In 1944, the company sponsored the first "Supertest Stake Races" harness horse race. In 1945, it began publishing The Maple Leaf, a company magazine.

In 1950 James D. Good, Vice President of Supertest Oil, died. His home on the southwest corner of Waterloo Street and Epworth Avenue eventually became the music school at the University of Western Ontario.

In the mid-1950s, Supertest Petroleum opened an exploration office in Calgary, Alberta. By 1971, Supertest was producing about 3,000 barrels per day, or about 10% of the sales of its gas stations.

James Gordon Thompson, son of co-founder JohnGordon Thompson, was president from 1960-1971. In 1966, Supertest sponsored the first Canadian tournament for the Ladies Professional Golf Association, the Supertest Ladies Open, at the Sunningdale Golf Club in London. Fifty of the world's top women golfers competed for the Supertest Trophy.

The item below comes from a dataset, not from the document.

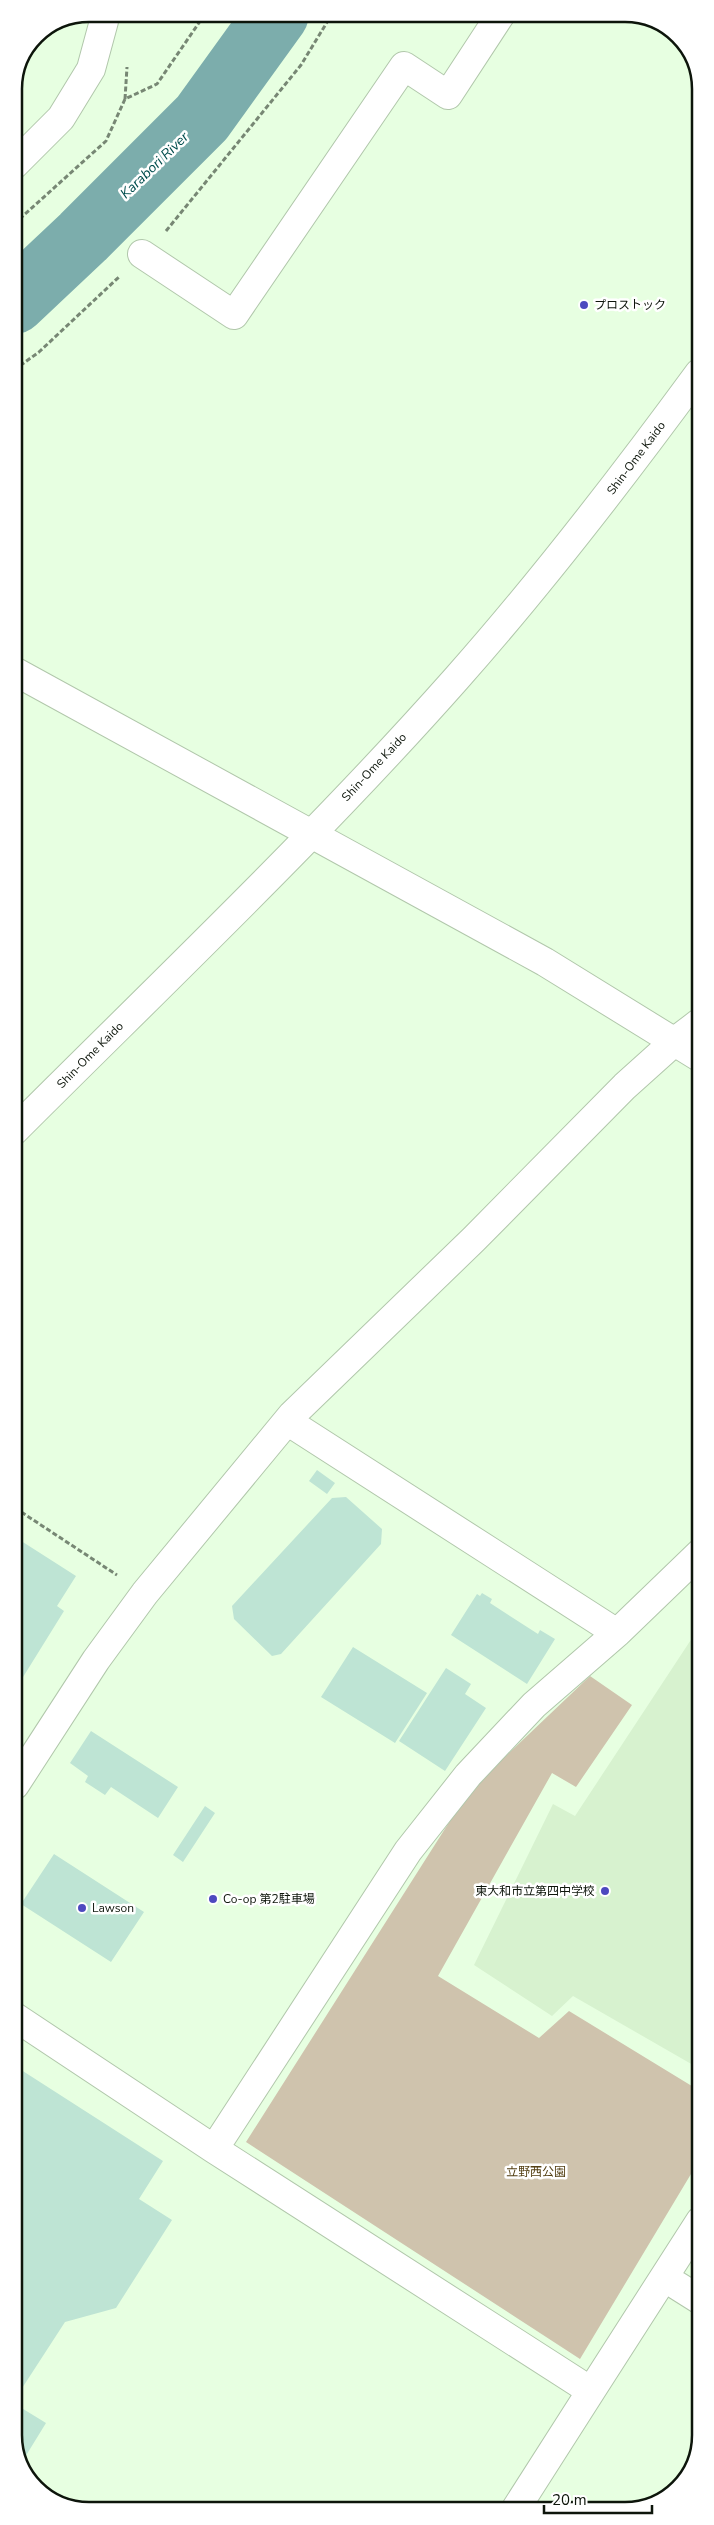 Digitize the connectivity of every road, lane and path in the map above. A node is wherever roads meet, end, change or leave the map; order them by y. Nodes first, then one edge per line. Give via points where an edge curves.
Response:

In 1971, Supertest was sold to British Petroleum Canada (BP). The familiar Supertest maple leaf logo was modified to incorporate the BP shield and to drop the "All-Canadian" slogan. By the end of 1973, the Supertest logo and name had been phased out by BP Canada. In 1983, BP Canada was purchased by Petro-Canada, which was then owned by the Government of Canada. Petro-Canada continued to use the Supertest name in their line of transmission oil lubricants through the year 2000; products since renamed to PRODURO.